On Tuesday, when I arrived and the light was still flashing red in both directions I figured it must be broken because of some complication due to the storm. Makes sense, right?

Wednesday. Same deal. Okay. That's it. Time to do something. While I'm still half-way up the hill, I start trying to remember the Mayor's Hotline number. I know that the city offices exchange is 635 because of all my work with them during my Boston Cares days. So I try round numbers after that. 635-2000. 635-4000. Nothing. They just ring and ring. I remember that the Mayor doesn't let anyone have voicemail at City Hall (folks are supposed to answer their phones) and it's before 9. I try 635-4500. I get Massport. I tell him I'm trying to get the Mayor's Hotline. He says, "Oh, it's 635-3500." (He must get that a lot.)

So I call. And I get one Ms. Terri G, whose name I learned later. Also, at this point, I've completely forgotten that it is a city holiday in Boston. It's March 17. Most of the world knows this as St. Patrick's Day and nobody gets that off from work. But, it just so happens that on March 17, 1776, the British were driven from Boston following the Siege, so-called Evacuation Day. And city offices, schools, libraries, etc. in Boston are closed that day. Super convenient for a city full of Irish peeps. But I digress.

The woman who answers the Mayor's Hotline listens to my tale as I ask her who I need to talk to. She says she's not sure, so she patches me through on a three-way call to some department (I don't remember which) and I tell that dude my story while she stays on the line. When we determine it is the wrong place, she confirms with him what the right place is and then we hang up with him. She patches me through to the next place and waits while she listens to my story for a third time. Once we determine we've got the right people, she hangs up. I am assured by these people that my concern will be registered.

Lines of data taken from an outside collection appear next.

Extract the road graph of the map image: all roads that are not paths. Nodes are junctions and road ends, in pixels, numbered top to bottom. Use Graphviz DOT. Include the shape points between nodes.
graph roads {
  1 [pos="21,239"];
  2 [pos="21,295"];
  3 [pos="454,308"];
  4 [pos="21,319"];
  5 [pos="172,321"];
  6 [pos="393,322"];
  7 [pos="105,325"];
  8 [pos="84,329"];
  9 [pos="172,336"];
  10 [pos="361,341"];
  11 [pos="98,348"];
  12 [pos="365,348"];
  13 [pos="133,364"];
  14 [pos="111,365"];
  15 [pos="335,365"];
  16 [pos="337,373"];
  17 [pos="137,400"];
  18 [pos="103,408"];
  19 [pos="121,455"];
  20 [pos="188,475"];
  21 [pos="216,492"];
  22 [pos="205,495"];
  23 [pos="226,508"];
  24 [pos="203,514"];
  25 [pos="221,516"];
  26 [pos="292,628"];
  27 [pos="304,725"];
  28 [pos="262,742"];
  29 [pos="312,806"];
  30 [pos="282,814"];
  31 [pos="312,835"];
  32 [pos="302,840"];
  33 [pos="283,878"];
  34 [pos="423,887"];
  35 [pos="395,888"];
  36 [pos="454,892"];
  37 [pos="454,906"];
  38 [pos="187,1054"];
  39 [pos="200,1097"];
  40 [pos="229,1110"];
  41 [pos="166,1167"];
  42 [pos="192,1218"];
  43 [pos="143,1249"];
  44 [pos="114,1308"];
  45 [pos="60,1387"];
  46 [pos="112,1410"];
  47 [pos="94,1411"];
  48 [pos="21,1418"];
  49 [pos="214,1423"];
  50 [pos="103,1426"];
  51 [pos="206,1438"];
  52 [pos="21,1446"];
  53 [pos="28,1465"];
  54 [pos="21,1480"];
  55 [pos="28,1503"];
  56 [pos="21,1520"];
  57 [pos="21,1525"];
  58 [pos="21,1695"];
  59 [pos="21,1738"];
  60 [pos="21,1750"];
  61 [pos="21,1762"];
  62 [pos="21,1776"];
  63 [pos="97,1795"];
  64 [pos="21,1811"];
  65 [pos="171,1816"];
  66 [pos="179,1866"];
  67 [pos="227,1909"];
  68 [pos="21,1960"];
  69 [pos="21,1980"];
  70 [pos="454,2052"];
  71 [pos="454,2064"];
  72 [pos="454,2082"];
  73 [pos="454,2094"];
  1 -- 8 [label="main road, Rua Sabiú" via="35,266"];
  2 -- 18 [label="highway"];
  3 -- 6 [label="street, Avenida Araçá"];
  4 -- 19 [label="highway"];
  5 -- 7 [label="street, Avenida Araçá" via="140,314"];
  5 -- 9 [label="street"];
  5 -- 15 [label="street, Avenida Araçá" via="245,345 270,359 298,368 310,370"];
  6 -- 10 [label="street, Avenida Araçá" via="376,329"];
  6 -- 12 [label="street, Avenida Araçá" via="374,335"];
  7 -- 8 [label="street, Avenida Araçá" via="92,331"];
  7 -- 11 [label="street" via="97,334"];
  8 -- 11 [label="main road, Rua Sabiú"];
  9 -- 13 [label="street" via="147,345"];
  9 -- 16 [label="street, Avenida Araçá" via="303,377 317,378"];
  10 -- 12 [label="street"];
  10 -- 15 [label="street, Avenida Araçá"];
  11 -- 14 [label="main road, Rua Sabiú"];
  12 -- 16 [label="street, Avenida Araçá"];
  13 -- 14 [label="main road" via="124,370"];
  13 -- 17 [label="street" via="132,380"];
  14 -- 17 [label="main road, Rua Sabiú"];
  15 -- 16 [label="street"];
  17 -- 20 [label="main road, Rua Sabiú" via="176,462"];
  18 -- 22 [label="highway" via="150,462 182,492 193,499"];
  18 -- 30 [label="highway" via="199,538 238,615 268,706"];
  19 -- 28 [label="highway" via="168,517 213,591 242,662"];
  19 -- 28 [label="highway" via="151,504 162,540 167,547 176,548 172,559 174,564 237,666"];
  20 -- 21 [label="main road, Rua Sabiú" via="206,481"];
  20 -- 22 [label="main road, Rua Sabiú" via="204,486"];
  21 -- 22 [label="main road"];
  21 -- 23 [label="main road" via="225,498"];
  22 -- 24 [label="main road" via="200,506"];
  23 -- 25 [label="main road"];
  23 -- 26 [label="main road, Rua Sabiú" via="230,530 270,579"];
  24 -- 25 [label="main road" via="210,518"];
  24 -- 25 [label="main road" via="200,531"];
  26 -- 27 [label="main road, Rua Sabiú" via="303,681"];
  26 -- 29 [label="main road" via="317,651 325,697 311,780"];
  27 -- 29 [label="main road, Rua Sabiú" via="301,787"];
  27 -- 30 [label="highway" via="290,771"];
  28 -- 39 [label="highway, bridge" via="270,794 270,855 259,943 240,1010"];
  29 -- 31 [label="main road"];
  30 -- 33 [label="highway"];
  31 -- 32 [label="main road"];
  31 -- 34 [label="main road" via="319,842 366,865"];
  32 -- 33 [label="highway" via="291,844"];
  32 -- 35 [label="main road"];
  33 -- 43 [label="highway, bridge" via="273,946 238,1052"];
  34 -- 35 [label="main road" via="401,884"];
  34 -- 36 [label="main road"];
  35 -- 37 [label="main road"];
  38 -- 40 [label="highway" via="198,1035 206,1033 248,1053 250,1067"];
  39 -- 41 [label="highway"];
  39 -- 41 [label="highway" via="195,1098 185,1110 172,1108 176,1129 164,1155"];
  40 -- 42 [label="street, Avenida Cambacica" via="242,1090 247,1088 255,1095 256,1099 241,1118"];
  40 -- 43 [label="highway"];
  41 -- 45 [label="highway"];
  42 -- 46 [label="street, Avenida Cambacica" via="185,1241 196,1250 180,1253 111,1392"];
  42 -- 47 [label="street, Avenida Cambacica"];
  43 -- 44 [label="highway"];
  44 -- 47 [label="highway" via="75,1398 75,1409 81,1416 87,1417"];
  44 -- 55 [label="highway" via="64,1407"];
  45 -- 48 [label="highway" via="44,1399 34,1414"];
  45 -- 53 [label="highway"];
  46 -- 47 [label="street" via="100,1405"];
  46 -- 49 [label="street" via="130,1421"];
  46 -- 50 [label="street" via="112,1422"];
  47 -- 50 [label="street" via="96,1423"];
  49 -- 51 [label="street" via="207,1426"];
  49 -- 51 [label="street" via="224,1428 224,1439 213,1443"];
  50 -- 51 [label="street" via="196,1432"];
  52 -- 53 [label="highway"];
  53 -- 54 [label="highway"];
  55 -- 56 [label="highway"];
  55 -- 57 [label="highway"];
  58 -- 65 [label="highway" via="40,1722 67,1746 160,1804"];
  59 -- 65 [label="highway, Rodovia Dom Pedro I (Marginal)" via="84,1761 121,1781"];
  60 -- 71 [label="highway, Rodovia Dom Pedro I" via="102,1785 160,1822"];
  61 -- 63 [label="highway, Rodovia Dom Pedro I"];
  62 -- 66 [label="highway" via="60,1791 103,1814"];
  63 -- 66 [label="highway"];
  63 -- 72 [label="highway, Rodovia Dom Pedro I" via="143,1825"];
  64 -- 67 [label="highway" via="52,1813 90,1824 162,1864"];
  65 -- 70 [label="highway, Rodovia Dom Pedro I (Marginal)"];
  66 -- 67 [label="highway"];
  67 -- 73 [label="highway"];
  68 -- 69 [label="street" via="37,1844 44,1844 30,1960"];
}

I call the Mayor's Hotline back again. I must get her name and thank her. This is the best customer service I've received practically ever. I thank her. I get her name. Now realizing it's a holiday, I thank her even more as she's clearly drawn the short straw at the Mayor's Office that day. (I refrain from making an ethnic joke since she tells me her name and I realize she's Italian - that's right, Irish peeps, stick the Italian with working on Evacuation Day. It was a coincidence, really!)

I got to work and went to the Mayor's Office page online and I emailed the Mayor a commendation for this woman as well as thank him in general for the Hotline. Super great idea. (I've used it before - got patched through to animal control one night at midnight when I drove into my street in the city and had to stop because there was a lurching, frothy-mouthed raccoon in the middle of the street.)

And today, folks? Today, Thursday, the light is fixed. No more blinking red. (The timing appears to be off, in favor of those going straight, but it could be that I was later driving to work today than usual.)

And so, is this civic engagement? Is my call to the Mayor's Hotline to change a problem in which I saw potential danger, definite annoyance and delay civic engagement?

I think so.

2 comments:

Sit10 said...

Congrats. They say you can't fight City Hall, but that's only because you don't know where to find it. The fact that there was no cop there the 2nd day tells me no one knew it was broken, and you were probably the first one who called it in.

I once went on an adventure to report a broken street light in Watertown. That was somethin' else.

Karen for City Council!!

Cheryl Boss said...

Of course it was civic engagement, and it probably made the woman's day that you actually thanked her and told her she was doing a good job. We are bordering on a manners-less society, where most people neither notice nor care if you are doing a good job!
Yay for civic engagement and CIVILITY!